William Thomas Pulsipher was born October 9, 1973 in Fort Benning, Georgia. He moved to the D.C. area and became a local baseball & basketball star in Fairfax, Virginia. The six foot three lefty got offers of college scholarships, but instead he chose to sign with New York Mets in 1991.
He immediately made a quick impact within the organization. He posted low ERA’s in his first two years at A ball, getting promoted to AA Binghamton in 1994. There he threw a no hitter going 14-9 with a 3.22 ERA, and was selected to the Eastern League All Star game. He led his team to the playoffs and at age 20 was considered one of the best pitching prospects in baseball.
Pulsipher was brought up to the Mets in June 1995, making his debut on June 17th at Shea Stadium, against the Houston Astros. He gave up five runs in the first inning & a total of seven runs in seven innings, taking the loss. His second start wasn’t much better as he gave up 14 hits & four earned runs, pitching into the 7th inning in a loss to the Philadelphia Phillies. In his third start he threw seven innings of three hit shutout baseball against the Marlins in Florida to earn his first career victory. Two more losses followed & at the All Star break he was 1-4.
Pulsipher got better as the summer went along, on July 31st he pitched a complete game victory, allowing just one run & beating the Pittsburgh Pirates at Shea Stadium.
On August 10th he tossed a three hit, one run complete game to beat the Phillies at Veterans Stadium. Pulsipher two more g pitching into the eighth inning both times. He made just three starts in September, earning no two no decisions & a loss. He finished the year at 5-7 with a 3.98 ERA, striking out 81 batters, while walking 45 in 126 innings pitched, throwing two complete games.
He was part of Generation K that was supposed to be a big part of the Mets future.
In Spring Training 1996 he had elbow pain, and shockingly found out he needed Tommy John surgery to repair torn ligaments. The surgery ended his season & would side line him for over a year.
He came back in 1997 pitching in A ball St. Lucie, getting pushed up to AAA Norfolk as well, but he couldn’t get it together. He then suffered from depression which set him back even further.
In 1998 he returned to pitching, going 7-5 at AAA Norfolk and got called up to the Mets staff in late June. He made his Mets return at Baltimore during inter league play, pitching one inning of relief of Bobby Jones. That day he allowed just one hit in the inning.
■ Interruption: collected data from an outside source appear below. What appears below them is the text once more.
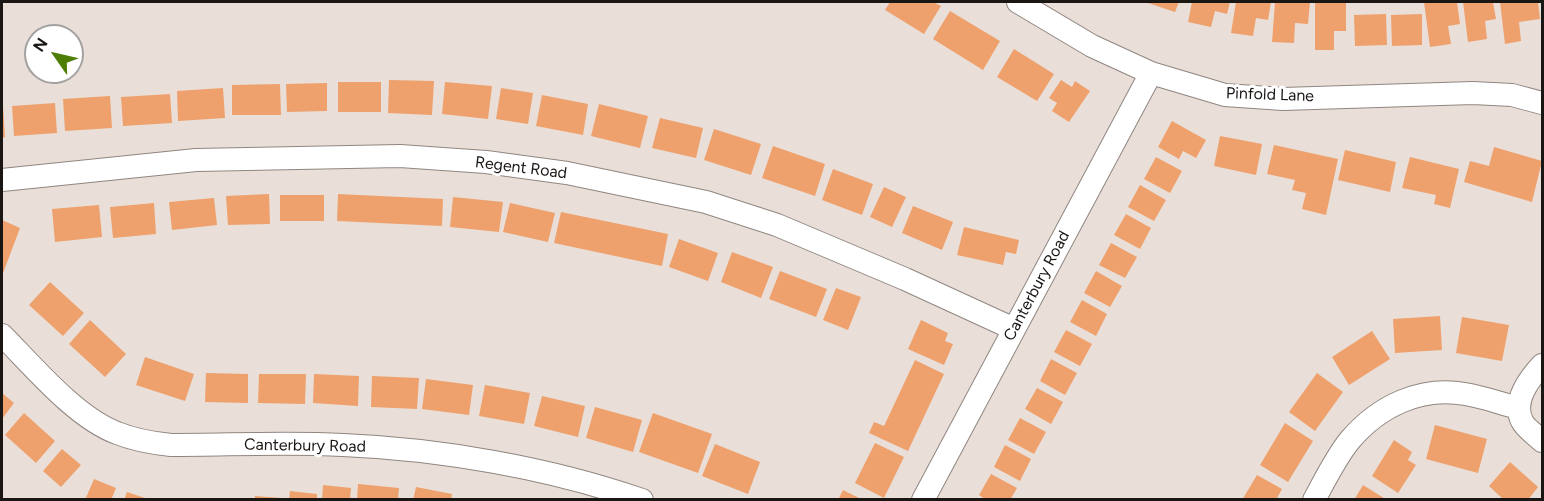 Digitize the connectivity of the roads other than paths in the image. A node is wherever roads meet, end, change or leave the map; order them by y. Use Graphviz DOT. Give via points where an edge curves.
graph roads {
  1 [pos="1018,2"];
  2 [pos="1151,73"];
  3 [pos="1542,103"];
  4 [pos="2,180"];
  5 [pos="1014,329"];
  6 [pos="2,335"];
  7 [pos="1542,365"];
  8 [pos="1519,408"];
  9 [pos="1542,441"];
  10 [pos="642,500"];
  11 [pos="923,500"];
  12 [pos="1314,500"];
  1 -- 2 [label="street, Pinfold Lane" via="1092,46"];
  2 -- 3 [label="street, Pinfold Lane" via="1225,95 1283,99 1473,93 1512,95"];
  2 -- 5 [label="street, Canterbury Road"];
  4 -- 5 [label="street, Regent Road" via="196,160 400,156 567,173 706,202 777,225"];
  5 -- 11 [label="street, Canterbury Road"];
  6 -- 10 [label="street, Canterbury Road" via="95,422 143,441 171,445 343,445 396,449 531,469"];
  7 -- 8 [label="street" via="1527,381"];
  8 -- 9 [label="street" via="1522,422"];
  8 -- 12 [label="street" via="1465,393 1427,392 1404,399 1375,417 1350,440"];
}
His next outing came at Shea Stadium but the Orioles tagged him for two quick runs in 0.1 innings of work. On July 1st Pulsipher came in to relieve Turk Wendell & gave up the game tying run to the Toronto Blue Jays getting credit for a blown save.
At the end of the month he was credited for a pair of holds but his ERA was still up at 6.91. Overall he had allowed 11 earned runs & 23 hits in 14 innings in 15 appearances since returning. On July 31st the Mets gave up on him & traded him to the Milwaukee Brewers for Mike Kinkade.
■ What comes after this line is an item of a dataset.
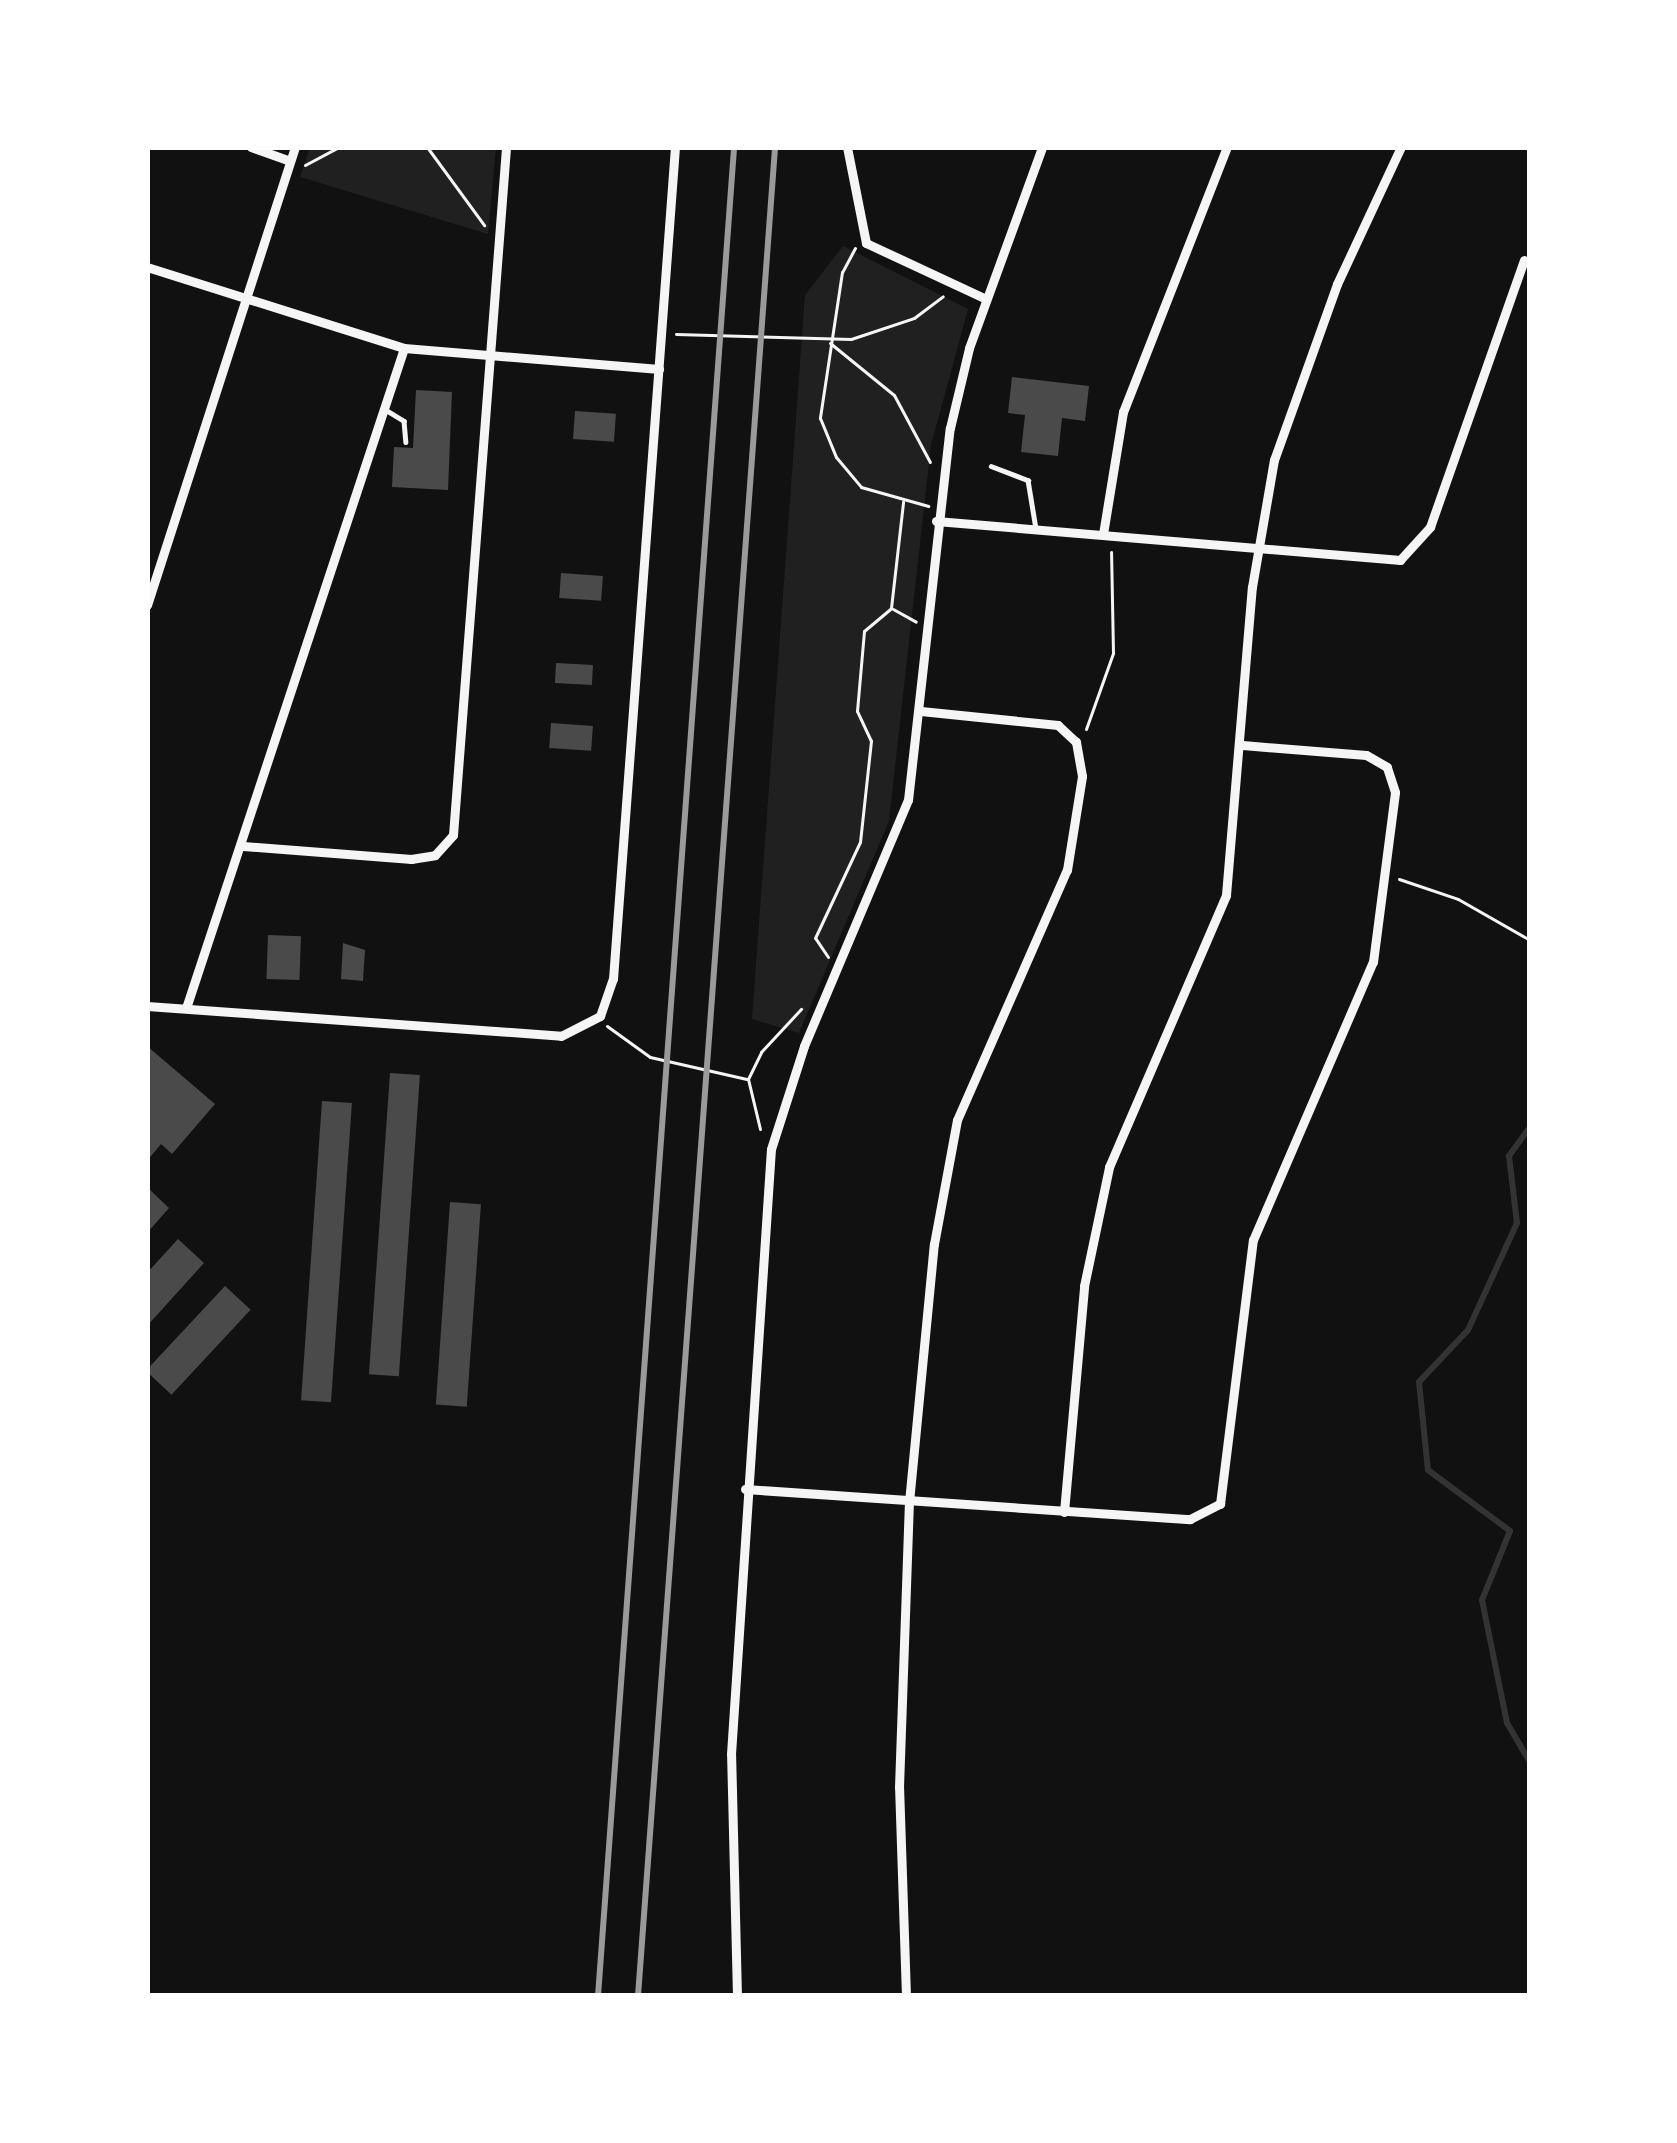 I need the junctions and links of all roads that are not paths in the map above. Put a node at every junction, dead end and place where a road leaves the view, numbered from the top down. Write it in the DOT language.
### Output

In Milwaukee he was placed in the starting rotation, going 3-4 with a 4.66 ERA the rest of the season.
In 1999 he was 5-6 with Milwaukee, posting a 5.98 ERA. He made16 starts pitching in only 87 innings with 42 strike outs.
Medical Scare: In early 2000, his pregnant wife found him unconscious at their home & he was rushed to the hospital. He was diagnosed with a weak heartbeat, as a result from a diet supplement.
In January of 2000 he was traded back to the New York Mets for infielder Luis Lopez. On May 1st he made his Mets return in a game in San Francisco, he allowed four runs in just 3.1 innings pitched. He made just two starts getting hit for nine runs in just six innings pitched going taking losses each time, going 0-2.
Pulsipher was long gone by the time the Mets post season began. On June 2nd, he was traded to the Arizona Diamondbacks for pinch hitter Lenny Harris, which turned out to be a good trade for the Mets.
From there Pulsipher bounced around to the Boston Red Sox & Chicago White Sox in the 2001 season. Pulsipher then pitched three seasons in the minor leagues as well as in the Independent League with the Long Island Ducks (2004-2007). He returned to the majors in 2005, making five appearances for the St. Louis Cardinals, allowing three runs in four innings.
In his six season career he was 13-19 with 202 strike out 141 walks in 327 innings pitched over 106 games, while posting a 5.15 ERA.
Retirement: After his playing days he moved to Port St. Lucie Florida & worked for the A ball St. Lucie Mets as a groundskeeper.
He came back to pitch for former legendary Mets All Star; Bud Harrelson, with the Long Island Ducks. He helped the Ducks make the playoffs, but they lost in what was to be the last game of their 2007 season.
Pulsipher continued to pitch in the Independent League through 2011, finishing his career in Bridgewater, New Jersey with the Somerset Patriots.
More recently he served as a pitching instructor in Bellport, Long Island.
Family: He & his wife have two sons whom both have the initials LHP, given intentionally for left handed pitcher.